I have no idea, but if someone has had a heart attack I know that one thing that won’t hurt their feelings is finding affordable life insurance rates. While I may not have a clue about broken hearts, I can shed some light on what life insurance underwriters look for when underwriting heart disease and heart attack cases.

The difference in underwriting is very subtle between heart disease (CAD) and heart attacks. The real difference has to do with the problem being diagnosed before or after damage (ischemia) has occurred in the heart. If the damage is minimal the underwriting outcome will be virtually the same. As the damage level increases, rates become higher due to the weakened condition of the heart and subsequent possible shortened mortality.

Having said that, life insurance underwriters look at several key factors in weighing the risk.

1. Age of onset. This one isn’t too hard to imagine the impact. Just consider for a moment the difference in your reaction upon hearing that a 35 year old cousin had heart bypass surgery versus hearing that his father, a 60 year old, had the same occurrence. There isn’t anything normal about a young person having cardiac issues, so age of onset is important to underwriting. Generally, prior to 50 is going to increase the rates and prior to 40 will increase the rates dramatically.

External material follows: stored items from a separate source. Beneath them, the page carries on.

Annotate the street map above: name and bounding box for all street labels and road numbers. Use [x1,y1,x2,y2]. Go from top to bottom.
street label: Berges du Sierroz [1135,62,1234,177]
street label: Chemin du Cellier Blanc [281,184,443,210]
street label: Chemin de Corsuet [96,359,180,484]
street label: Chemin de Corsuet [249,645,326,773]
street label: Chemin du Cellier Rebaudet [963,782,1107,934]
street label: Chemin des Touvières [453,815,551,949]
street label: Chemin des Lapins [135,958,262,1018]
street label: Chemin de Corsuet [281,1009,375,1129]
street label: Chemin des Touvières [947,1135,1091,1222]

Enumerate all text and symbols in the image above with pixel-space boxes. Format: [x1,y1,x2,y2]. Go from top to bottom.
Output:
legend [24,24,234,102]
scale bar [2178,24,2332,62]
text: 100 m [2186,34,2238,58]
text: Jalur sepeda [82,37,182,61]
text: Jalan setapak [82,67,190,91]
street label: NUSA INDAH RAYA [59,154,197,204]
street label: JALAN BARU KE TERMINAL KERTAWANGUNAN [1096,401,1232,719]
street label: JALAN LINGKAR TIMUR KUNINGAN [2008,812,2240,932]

2. How many vessels were involved? Whether there was a heart attack or not, we are generally talking about either bypass surgery or placement of a stent through angioplasty. The number of vessels is some indication of not only severity, but chance of recurrence. A one vessel issue will receive more aggressive underwriting than, say, four or five vessels.

3. Recurrence. It is not uncommon with chronic CAD for a person to have to go through more than one procedure. If these are less than three months apart it is generally looked at as one event and wouldn’t be considered chronic. Often these occurrences are years apart and that presents an obvious increased risk to the insurance company. As long as the heart, as shown through the results of a stress test, is still strong, insurance should be attainable although at higher rates.

4. Heart damage. Before accepting a risk on a cardiac case, insurance companies will want to see a stress test done post heart attack/bypass/angioplasty. Even 10 or more years out from the event, if a person hasn’t had a stress test within the previous two years, insurance companies will likely require one before considering approval. The primary assessment of heart damage from the stress test is the left ventricular ejection fraction (LVEF). This, simply put, is a measure of how efficiently your heart is pumping blood. A normal LVEF would generally be around 65%-70%. Insurance companies will generally not consider coverage if the measurement is below 50%.

5. Lifestyle. Underwriters pay close attention to whether or not the event got your attention. If you’ve had a cardiac event and, say, continue to smoke, if you are approved it will be at an extraordinarily high rate. Most companies will simply decline to accept the risk. They also look at fitness issues such as exercise and obesity.

Bottom line. Fair rates on life insurance are available for the majority of people who have been through a cardiac event. Thanks to modern medicine far less damage occurs on average than used to occur. What this means for insurance companies is that, rather than knocking someone out of the running for life insurance, it keeps them in the running and with the survival of the wake up call and lifestyle changes, mortality experience is good. You’re going to be around for a while.